Stored items from a collection:
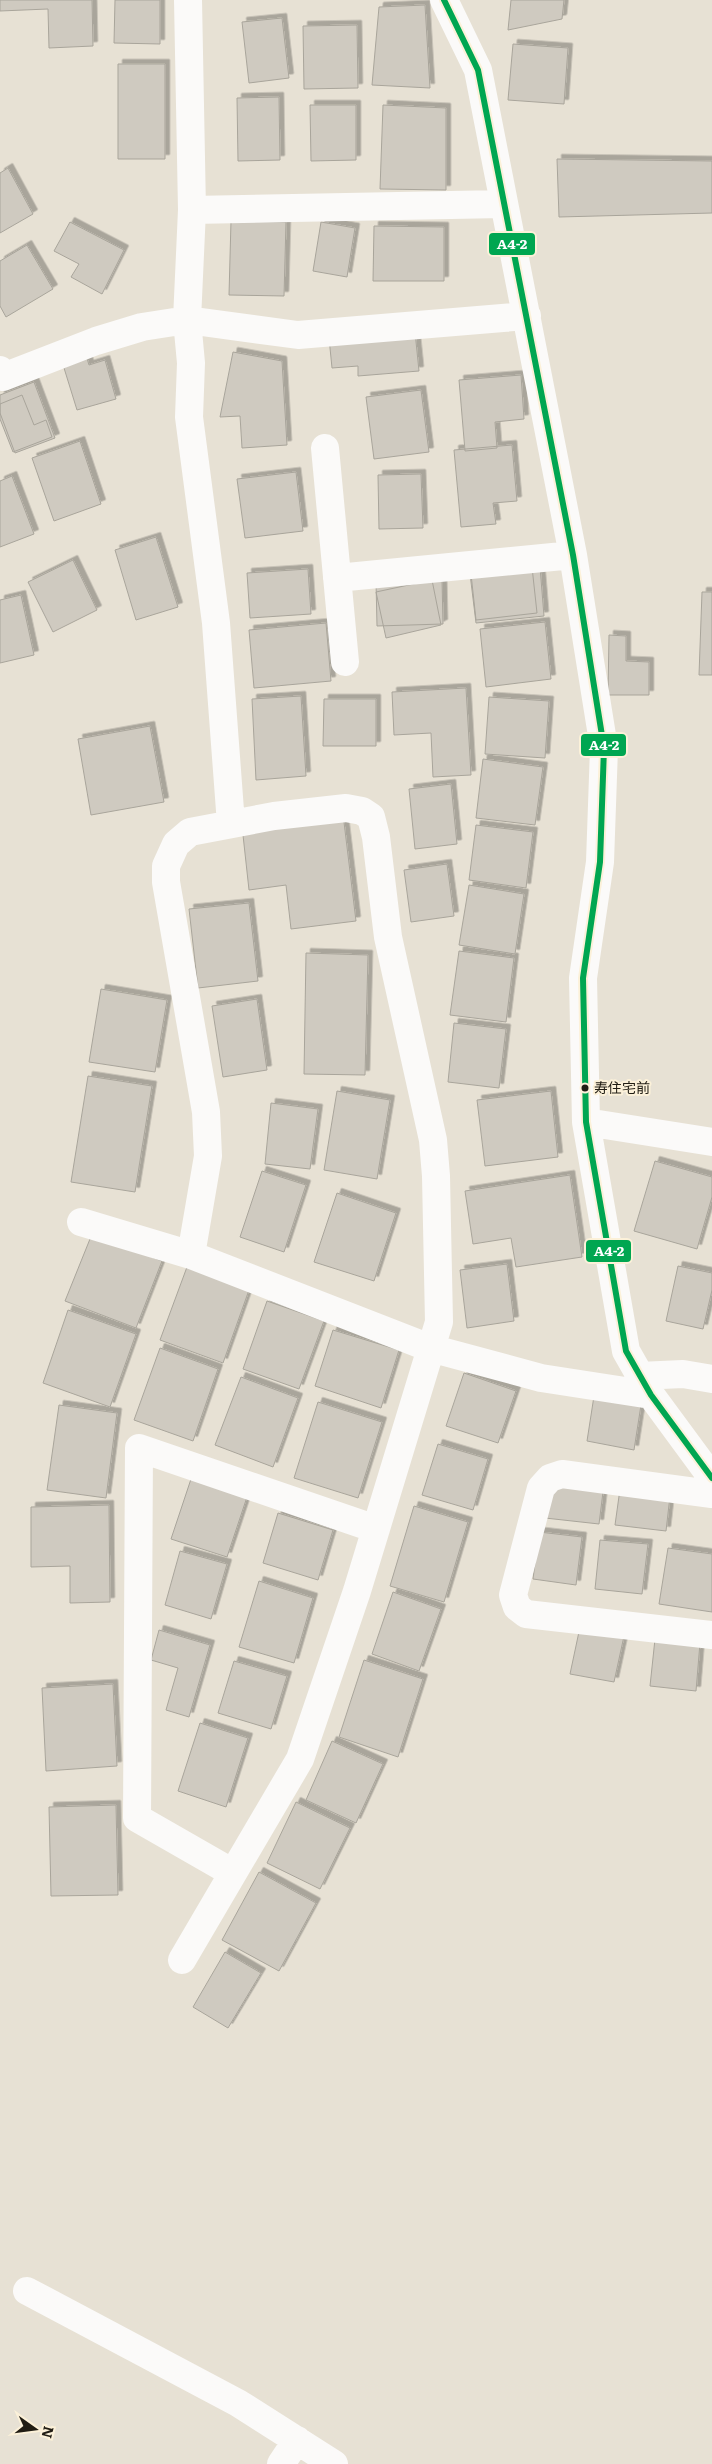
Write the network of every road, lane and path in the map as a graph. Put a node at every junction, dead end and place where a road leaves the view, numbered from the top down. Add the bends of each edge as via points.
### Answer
1 (188, 0) edge
2 (444, 0) edge
3 (504, 204) junction
4 (192, 210) junction
5 (527, 316) junction
6 (187, 320) junction
7 (1, 375) edge
8 (325, 448) dead end
9 (573, 554) junction
10 (337, 578) junction
11 (345, 662) dead end
12 (231, 824) junction
13 (586, 1122) junction
14 (712, 1142) edge
15 (81, 1222) dead end
16 (191, 1256) junction
17 (430, 1348) junction
18 (712, 1379) edge
19 (645, 1385) junction
20 (712, 1478) edge
21 (712, 1494) edge
22 (376, 1529) junction
23 (712, 1635) edge
24 (233, 1873) junction
25 (182, 1960) dead end
26 (27, 2291) dead end
27 (296, 2440) junction
28 (281, 2464) edge
29 (334, 2464) edge

1 - 4 street
2 - 3 street via 478,70
3 - 4 street
3 - 5 street
4 - 6 street
5 - 6 street via 298,335
5 - 9 street
6 - 7 street via 142,327
6 - 12 street via 191,363 189,417 216,622
8 - 10 street
9 - 10 street
9 - 13 street via 604,748 600,862 583,978
10 - 11 street
12 - 16 street via 190,832 176,844 166,866 166,882 206,1112 208,1156
12 - 17 street via 346,808 362,811 371,817 388,937 433,1140 439,1322
13 - 14 street
13 - 19 street via 626,1352
15 - 16 street
16 - 17 street
17 - 19 street via 541,1378
17 - 22 street
18 - 19 street via 683,1374
19 - 20 street
21 - 23 street via 562,1474 550,1478 541,1488 513,1595 517,1607 526,1614
22 - 24 street via 300,1759
22 - 24 street via 139,1448 137,1818
24 - 25 street
26 - 27 street via 238,2403
27 - 28 street
27 - 29 street

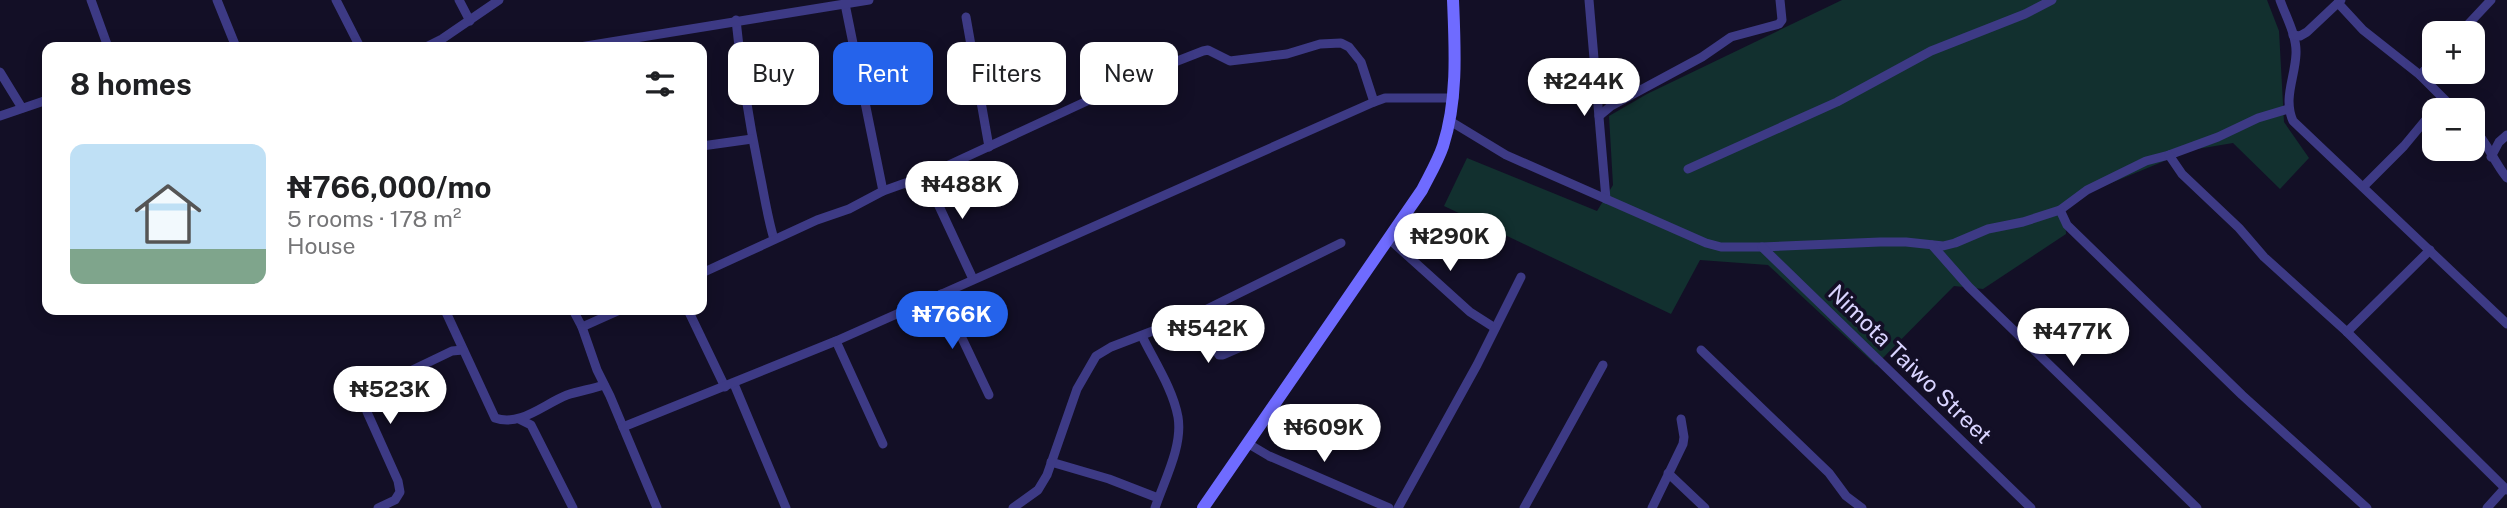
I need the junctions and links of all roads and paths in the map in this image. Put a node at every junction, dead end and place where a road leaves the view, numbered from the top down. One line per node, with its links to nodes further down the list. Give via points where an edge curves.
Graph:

**Exercise:**
What you return must match the data above exactly, with no images included.

**Written response:**
Write the network of every road, lane and path in the map as a graph. Put a node at every junction, dead end and place where a road leaves the view, numbered from the top down. Add the bends of each edge as via points.
### Answer
1 (188, 0) edge
2 (444, 0) edge
3 (504, 204) junction
4 (192, 210) junction
5 (527, 316) junction
6 (187, 320) junction
7 (1, 375) edge
8 (325, 448) dead end
9 (573, 554) junction
10 (337, 578) junction
11 (345, 662) dead end
12 (231, 824) junction
13 (586, 1122) junction
14 (712, 1142) edge
15 (81, 1222) dead end
16 (191, 1256) junction
17 (430, 1348) junction
18 (712, 1379) edge
19 (645, 1385) junction
20 (712, 1478) edge
21 (712, 1494) edge
22 (376, 1529) junction
23 (712, 1635) edge
24 (233, 1873) junction
25 (182, 1960) dead end
26 (27, 2291) dead end
27 (296, 2440) junction
28 (281, 2464) edge
29 (334, 2464) edge

1 - 4 street
2 - 3 street via 478,70
3 - 4 street
3 - 5 street
4 - 6 street
5 - 6 street via 298,335
5 - 9 street
6 - 7 street via 142,327
6 - 12 street via 191,363 189,417 216,622
8 - 10 street
9 - 10 street
9 - 13 street via 604,748 600,862 583,978
10 - 11 street
12 - 16 street via 190,832 176,844 166,866 166,882 206,1112 208,1156
12 - 17 street via 346,808 362,811 371,817 388,937 433,1140 439,1322
13 - 14 street
13 - 19 street via 626,1352
15 - 16 street
16 - 17 street
17 - 19 street via 541,1378
17 - 22 street
18 - 19 street via 683,1374
19 - 20 street
21 - 23 street via 562,1474 550,1478 541,1488 513,1595 517,1607 526,1614
22 - 24 street via 300,1759
22 - 24 street via 139,1448 137,1818
24 - 25 street
26 - 27 street via 238,2403
27 - 28 street
27 - 29 street

I need the junctions and links of all roads and paths in the map in this image. Put a node at every junction, dead end and place where a road leaves the view, numbered from the top down. One line per node, with its links to nodes further down the list. Give via points where an edge curves.
Graph:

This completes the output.